People who know me better might ask me why I so much need to befriend teenagers if they are so immature and mean. I tell them that adults can be mean and bullyish also, but they do it in more subtle ways. For example, my younger friends with whom I sometimes get lunch are very honest with me about their busy schedules and generally do not make plans with me unless they know they can keep them. One of them when she wanted to reschedule because she was a bit tired tried texting me, but when she could not get a hold of me because I had already left my house decided to come anyways because she did not want to stand me up. My older friends also are generally good with keeping plans. However, the ones who are closer to my age flake on me left and right. They make plans but then when I confirm with them the day of, they tell me they cannot make it. Others have simply stood me up, and when I later ask them about it, they tell me that they forgot that we were meeting or forgot the name of the restaurant. And this has happened after I planned my whole day around our meeting and drove all the way from my town to meet them. When I try to reschedule with them, they tell me that they are busy, even though I can see on their social media accounts that they apparently have time for their other friends whom they think of as more worthy. I do not want to say that people of one age group are better than people of another age group, but I will say this much. I find millennials to be one of the most fake generations of all times. They claim to be all liberal and for equal rights and equal treatment, but when it comes to it, they are not that way.
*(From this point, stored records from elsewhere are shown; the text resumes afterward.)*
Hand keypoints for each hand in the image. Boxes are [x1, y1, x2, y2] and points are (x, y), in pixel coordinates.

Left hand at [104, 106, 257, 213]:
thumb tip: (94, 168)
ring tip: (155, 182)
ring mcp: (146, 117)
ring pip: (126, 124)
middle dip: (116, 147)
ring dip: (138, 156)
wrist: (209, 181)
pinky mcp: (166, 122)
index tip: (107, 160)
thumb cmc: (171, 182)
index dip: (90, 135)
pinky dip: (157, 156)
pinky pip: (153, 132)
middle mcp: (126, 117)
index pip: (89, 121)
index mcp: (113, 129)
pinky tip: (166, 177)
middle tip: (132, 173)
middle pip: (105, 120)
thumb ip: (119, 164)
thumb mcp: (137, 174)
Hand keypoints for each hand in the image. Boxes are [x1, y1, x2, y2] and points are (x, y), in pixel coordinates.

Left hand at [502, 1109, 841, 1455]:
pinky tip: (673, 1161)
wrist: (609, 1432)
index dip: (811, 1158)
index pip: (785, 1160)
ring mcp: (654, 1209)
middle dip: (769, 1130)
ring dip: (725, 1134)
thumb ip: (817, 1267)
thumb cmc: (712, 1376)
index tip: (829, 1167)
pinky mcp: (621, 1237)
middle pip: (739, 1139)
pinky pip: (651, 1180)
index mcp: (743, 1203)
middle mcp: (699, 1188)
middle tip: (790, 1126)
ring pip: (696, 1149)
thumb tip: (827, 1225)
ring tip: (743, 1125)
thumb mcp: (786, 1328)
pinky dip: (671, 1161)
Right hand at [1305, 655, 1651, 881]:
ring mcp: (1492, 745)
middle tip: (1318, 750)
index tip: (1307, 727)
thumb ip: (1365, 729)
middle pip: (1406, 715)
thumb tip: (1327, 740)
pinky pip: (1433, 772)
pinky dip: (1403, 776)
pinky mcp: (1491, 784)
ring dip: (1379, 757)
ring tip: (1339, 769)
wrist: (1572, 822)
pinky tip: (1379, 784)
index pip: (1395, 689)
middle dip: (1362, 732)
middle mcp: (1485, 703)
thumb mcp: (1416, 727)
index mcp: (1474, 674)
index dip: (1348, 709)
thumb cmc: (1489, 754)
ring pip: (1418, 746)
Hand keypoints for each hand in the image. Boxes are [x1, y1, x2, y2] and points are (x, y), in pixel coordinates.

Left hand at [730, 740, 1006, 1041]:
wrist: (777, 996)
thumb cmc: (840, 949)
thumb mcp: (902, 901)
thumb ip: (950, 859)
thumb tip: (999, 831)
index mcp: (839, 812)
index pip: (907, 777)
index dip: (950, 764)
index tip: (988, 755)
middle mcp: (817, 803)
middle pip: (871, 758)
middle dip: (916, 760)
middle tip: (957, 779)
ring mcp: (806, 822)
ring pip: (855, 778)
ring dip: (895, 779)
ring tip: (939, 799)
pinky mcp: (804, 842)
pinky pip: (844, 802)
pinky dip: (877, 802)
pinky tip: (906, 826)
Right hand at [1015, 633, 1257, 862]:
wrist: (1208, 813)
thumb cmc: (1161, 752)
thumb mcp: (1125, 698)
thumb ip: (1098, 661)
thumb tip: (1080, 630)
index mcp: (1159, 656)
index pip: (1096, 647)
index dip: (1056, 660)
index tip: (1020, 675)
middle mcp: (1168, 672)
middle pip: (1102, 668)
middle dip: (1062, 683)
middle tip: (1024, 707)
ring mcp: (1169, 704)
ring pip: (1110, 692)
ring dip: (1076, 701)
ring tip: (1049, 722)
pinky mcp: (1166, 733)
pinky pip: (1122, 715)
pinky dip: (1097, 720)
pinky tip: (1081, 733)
I sometimes get very worried about how people will react to me when I socialize. Will people start seeing me in a different light because of a rumor they hear about me and think that I am a harasser rather than someone looking for friends? Will Metoo change people’s views of me? Will the parents of my younger friends tell them that they cannot talk to me anymore? Will my friends themselves decide that? I also do not always know how genuine my friends are. Having Asperger’s makes this all the more difficult. However, there are a few friends that I know are genuine. These are the ones who take their time to get lunch or dinner with me despite their busy schedules. These can be people of all different backgrounds and ages, from teenagers to octagenarians and everyone in between. These are the friends who keep me going and keep me satisfied with my life.